Items listed in a dataset:
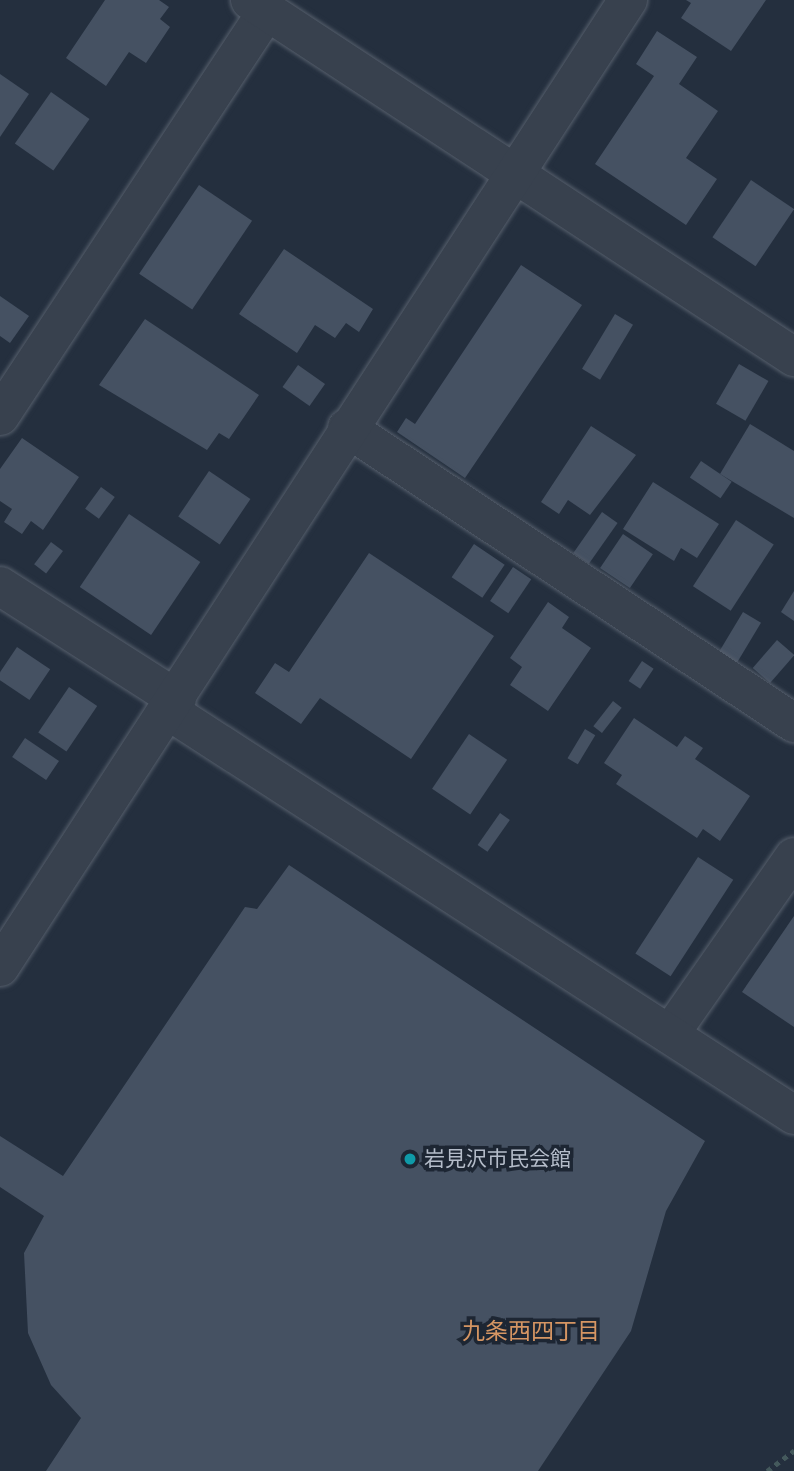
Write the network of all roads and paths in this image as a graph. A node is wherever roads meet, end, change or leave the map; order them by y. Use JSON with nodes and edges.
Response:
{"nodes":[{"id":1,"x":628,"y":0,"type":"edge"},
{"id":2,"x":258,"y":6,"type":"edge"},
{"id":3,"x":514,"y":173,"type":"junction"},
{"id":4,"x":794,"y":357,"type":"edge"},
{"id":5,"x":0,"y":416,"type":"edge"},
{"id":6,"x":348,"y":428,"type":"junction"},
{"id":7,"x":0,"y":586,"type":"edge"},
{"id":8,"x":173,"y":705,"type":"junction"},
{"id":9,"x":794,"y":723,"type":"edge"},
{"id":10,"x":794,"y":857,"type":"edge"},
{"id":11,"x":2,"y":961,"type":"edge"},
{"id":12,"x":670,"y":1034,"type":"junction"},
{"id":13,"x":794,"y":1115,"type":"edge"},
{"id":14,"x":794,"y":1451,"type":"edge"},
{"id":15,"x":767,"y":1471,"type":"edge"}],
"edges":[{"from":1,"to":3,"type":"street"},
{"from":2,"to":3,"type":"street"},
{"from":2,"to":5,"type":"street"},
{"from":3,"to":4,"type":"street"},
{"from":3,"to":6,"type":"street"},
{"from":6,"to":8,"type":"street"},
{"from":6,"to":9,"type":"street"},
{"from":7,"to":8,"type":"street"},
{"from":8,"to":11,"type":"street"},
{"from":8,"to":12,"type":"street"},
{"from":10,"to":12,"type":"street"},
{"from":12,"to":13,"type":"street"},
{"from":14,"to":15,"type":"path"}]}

==

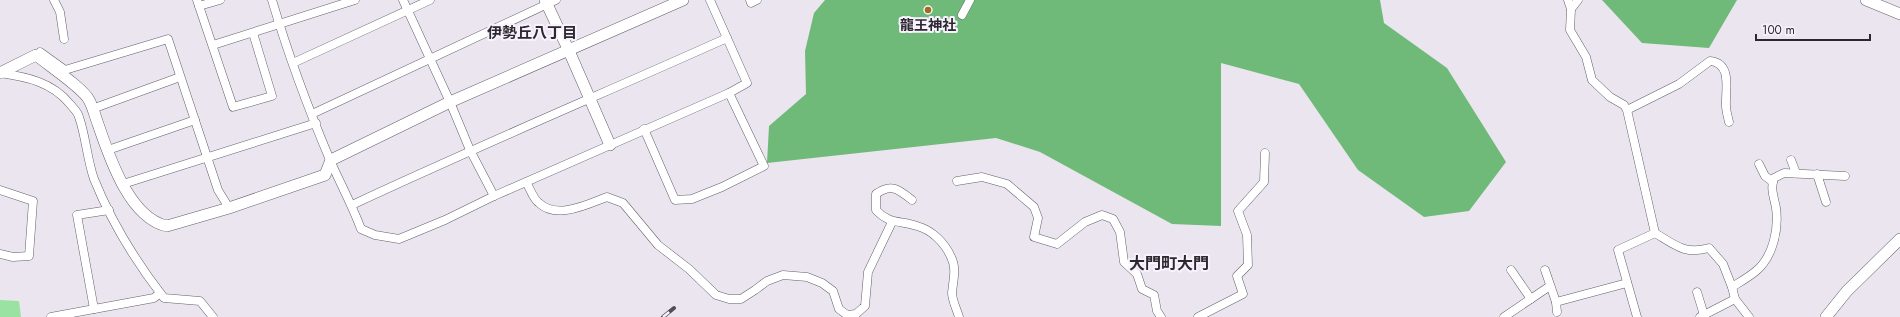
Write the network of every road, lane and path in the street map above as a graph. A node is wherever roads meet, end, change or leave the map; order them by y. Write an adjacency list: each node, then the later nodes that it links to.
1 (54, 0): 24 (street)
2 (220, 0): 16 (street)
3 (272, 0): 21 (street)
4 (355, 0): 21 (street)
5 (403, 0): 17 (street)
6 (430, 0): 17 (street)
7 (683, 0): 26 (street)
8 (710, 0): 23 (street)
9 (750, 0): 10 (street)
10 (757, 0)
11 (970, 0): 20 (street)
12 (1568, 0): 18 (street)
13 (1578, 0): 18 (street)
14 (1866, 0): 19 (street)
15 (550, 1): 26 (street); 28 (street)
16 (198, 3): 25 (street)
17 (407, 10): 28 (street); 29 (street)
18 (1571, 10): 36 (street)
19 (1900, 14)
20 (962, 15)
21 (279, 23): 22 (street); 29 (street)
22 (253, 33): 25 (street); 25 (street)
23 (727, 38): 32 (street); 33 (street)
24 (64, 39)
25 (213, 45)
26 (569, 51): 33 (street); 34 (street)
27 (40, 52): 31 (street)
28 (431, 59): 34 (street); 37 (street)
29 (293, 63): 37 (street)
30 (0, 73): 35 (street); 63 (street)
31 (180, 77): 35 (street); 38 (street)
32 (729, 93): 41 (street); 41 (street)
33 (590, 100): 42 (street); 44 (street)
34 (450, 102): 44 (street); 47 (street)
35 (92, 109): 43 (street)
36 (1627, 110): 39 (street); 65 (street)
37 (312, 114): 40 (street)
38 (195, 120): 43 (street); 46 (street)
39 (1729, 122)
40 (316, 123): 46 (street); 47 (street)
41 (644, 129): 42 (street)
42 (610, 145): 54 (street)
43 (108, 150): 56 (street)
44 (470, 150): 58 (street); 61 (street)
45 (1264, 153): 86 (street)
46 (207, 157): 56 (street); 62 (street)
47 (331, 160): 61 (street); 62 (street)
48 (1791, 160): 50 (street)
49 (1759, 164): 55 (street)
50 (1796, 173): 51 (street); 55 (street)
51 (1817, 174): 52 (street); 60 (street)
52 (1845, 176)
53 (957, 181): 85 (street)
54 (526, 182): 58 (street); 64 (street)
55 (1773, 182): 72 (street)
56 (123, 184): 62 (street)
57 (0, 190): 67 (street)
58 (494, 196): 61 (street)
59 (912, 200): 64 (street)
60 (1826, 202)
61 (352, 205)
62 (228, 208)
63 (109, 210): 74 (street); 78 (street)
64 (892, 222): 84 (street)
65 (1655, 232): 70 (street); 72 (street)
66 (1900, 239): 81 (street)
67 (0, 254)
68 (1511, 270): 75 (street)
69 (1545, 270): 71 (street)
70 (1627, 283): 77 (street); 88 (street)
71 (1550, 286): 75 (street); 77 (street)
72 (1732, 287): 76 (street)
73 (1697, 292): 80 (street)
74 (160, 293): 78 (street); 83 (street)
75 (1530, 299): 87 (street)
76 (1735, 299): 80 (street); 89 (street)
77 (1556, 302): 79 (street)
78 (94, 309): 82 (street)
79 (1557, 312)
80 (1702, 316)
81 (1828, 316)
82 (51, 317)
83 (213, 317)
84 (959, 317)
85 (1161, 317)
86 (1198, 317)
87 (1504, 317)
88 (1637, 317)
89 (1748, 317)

--

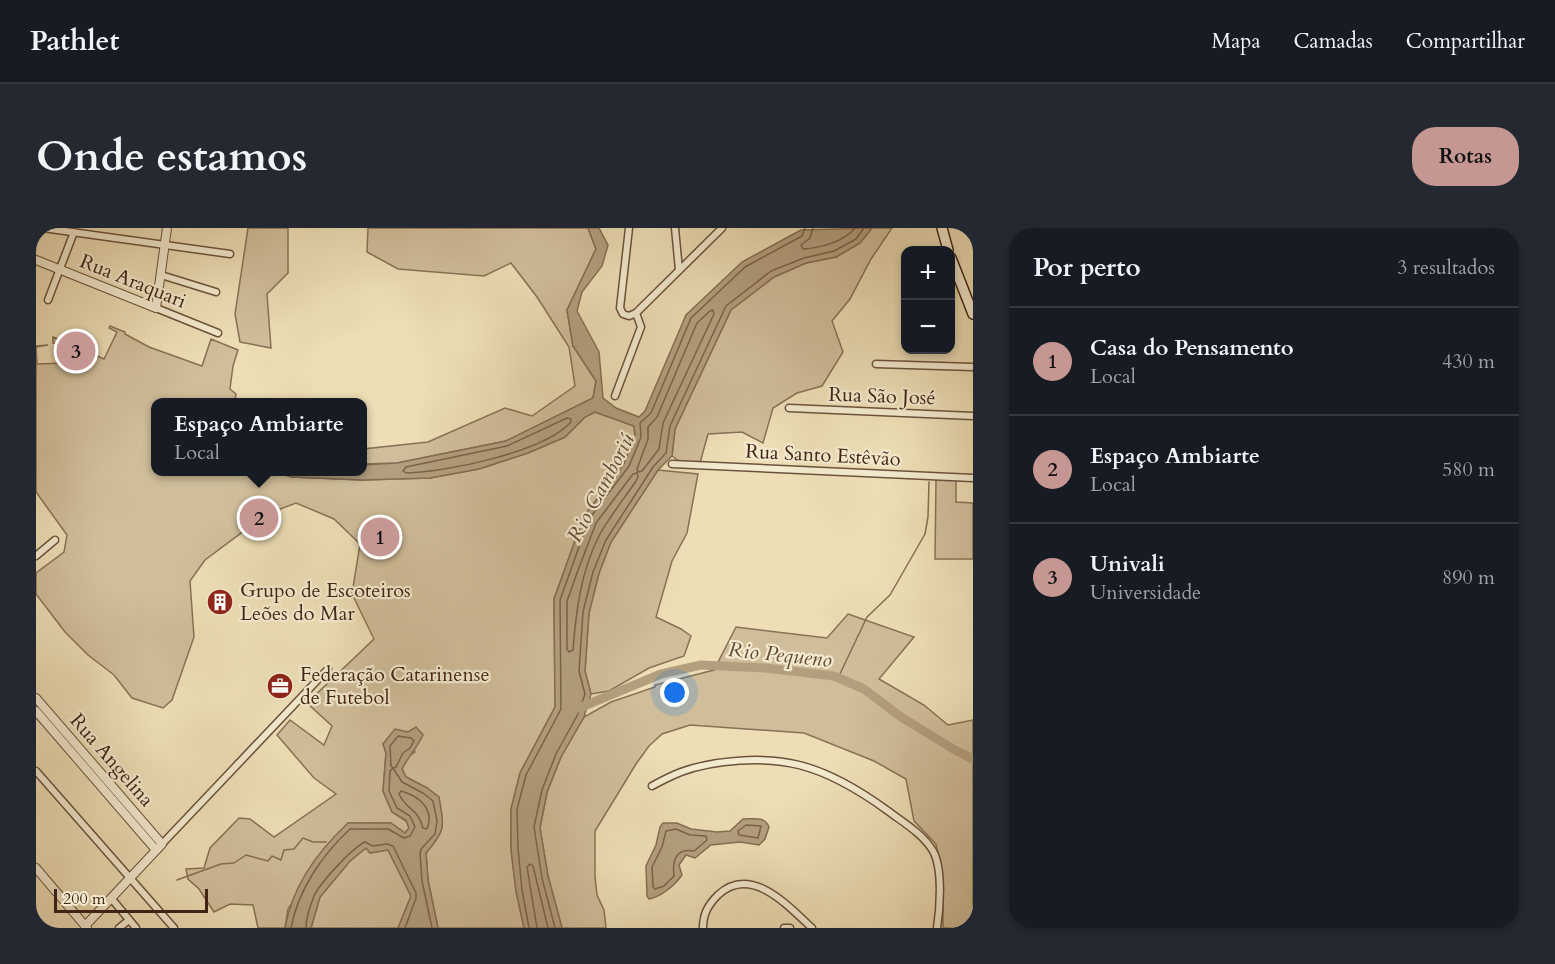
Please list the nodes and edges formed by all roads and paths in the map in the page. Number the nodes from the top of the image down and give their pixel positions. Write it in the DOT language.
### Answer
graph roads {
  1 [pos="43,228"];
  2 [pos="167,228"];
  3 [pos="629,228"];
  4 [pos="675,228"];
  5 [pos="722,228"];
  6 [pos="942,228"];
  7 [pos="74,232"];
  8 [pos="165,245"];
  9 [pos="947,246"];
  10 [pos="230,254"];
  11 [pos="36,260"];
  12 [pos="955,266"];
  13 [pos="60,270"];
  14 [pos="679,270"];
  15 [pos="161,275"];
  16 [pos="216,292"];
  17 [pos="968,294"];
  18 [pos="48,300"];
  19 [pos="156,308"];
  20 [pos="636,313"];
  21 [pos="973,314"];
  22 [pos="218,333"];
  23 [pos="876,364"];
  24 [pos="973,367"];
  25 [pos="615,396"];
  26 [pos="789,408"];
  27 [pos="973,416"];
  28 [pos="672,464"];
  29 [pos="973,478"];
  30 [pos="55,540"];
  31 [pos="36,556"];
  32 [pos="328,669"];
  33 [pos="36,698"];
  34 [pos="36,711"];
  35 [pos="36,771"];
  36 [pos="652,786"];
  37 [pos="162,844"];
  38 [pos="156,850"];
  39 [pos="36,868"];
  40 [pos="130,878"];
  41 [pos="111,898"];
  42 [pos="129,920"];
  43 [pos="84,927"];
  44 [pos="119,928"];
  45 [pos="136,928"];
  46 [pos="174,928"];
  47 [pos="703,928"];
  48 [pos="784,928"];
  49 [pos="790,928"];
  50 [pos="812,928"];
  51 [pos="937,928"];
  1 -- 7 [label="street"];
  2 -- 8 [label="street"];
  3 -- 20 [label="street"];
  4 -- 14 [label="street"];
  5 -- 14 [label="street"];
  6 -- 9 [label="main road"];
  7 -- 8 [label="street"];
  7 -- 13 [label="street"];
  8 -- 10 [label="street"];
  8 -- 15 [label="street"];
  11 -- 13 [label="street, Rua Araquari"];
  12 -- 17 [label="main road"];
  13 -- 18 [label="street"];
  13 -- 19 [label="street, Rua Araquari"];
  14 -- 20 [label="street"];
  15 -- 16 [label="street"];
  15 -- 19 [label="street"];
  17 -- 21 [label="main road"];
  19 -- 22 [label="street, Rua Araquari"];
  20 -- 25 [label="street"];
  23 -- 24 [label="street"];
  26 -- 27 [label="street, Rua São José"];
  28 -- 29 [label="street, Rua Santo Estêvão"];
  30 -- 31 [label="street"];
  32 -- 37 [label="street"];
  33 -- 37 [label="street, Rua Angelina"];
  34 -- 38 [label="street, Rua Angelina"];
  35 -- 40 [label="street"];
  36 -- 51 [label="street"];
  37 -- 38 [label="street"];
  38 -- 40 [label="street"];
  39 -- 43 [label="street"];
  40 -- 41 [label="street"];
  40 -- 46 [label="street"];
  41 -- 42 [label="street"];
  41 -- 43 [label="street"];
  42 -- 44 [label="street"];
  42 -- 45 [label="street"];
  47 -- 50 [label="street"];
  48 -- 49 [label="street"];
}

Task
What lines above contain "Angelina"? Copy them out.

Answer below
  33 -- 37 [label="street, Rua Angelina"];
  34 -- 38 [label="street, Rua Angelina"];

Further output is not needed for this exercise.